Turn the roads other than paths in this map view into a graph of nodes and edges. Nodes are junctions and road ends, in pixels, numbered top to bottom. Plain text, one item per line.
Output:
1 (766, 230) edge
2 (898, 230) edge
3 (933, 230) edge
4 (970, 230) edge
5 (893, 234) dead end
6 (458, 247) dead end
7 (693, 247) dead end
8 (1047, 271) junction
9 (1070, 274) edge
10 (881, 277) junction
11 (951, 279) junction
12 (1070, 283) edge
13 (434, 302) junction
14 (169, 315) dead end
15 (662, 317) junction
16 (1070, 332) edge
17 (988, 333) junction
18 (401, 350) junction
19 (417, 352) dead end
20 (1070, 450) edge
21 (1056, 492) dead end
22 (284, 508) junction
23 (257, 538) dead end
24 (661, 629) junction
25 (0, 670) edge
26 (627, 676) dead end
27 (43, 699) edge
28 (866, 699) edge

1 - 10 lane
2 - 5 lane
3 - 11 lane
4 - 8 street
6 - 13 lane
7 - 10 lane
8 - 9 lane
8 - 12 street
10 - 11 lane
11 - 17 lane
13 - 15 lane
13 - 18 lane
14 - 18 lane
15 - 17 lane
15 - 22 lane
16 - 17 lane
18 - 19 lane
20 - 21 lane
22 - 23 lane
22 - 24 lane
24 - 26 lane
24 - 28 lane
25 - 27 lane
^^^^^^^^^^^^^^^^
## REQUIREMENT
Give back the data above word for word.

## WRITTEN SOLUTION
Turn the roads other than paths in this map view into a graph of nodes and edges. Nodes are junctions and road ends, in pixels, numbered top to bottom. Plain text, one item per line.
Output:
1 (766, 230) edge
2 (898, 230) edge
3 (933, 230) edge
4 (970, 230) edge
5 (893, 234) dead end
6 (458, 247) dead end
7 (693, 247) dead end
8 (1047, 271) junction
9 (1070, 274) edge
10 (881, 277) junction
11 (951, 279) junction
12 (1070, 283) edge
13 (434, 302) junction
14 (169, 315) dead end
15 (662, 317) junction
16 (1070, 332) edge
17 (988, 333) junction
18 (401, 350) junction
19 (417, 352) dead end
20 (1070, 450) edge
21 (1056, 492) dead end
22 (284, 508) junction
23 (257, 538) dead end
24 (661, 629) junction
25 (0, 670) edge
26 (627, 676) dead end
27 (43, 699) edge
28 (866, 699) edge

1 - 10 lane
2 - 5 lane
3 - 11 lane
4 - 8 street
6 - 13 lane
7 - 10 lane
8 - 9 lane
8 - 12 street
10 - 11 lane
11 - 17 lane
13 - 15 lane
13 - 18 lane
14 - 18 lane
15 - 17 lane
15 - 22 lane
16 - 17 lane
18 - 19 lane
20 - 21 lane
22 - 23 lane
22 - 24 lane
24 - 26 lane
24 - 28 lane
25 - 27 lane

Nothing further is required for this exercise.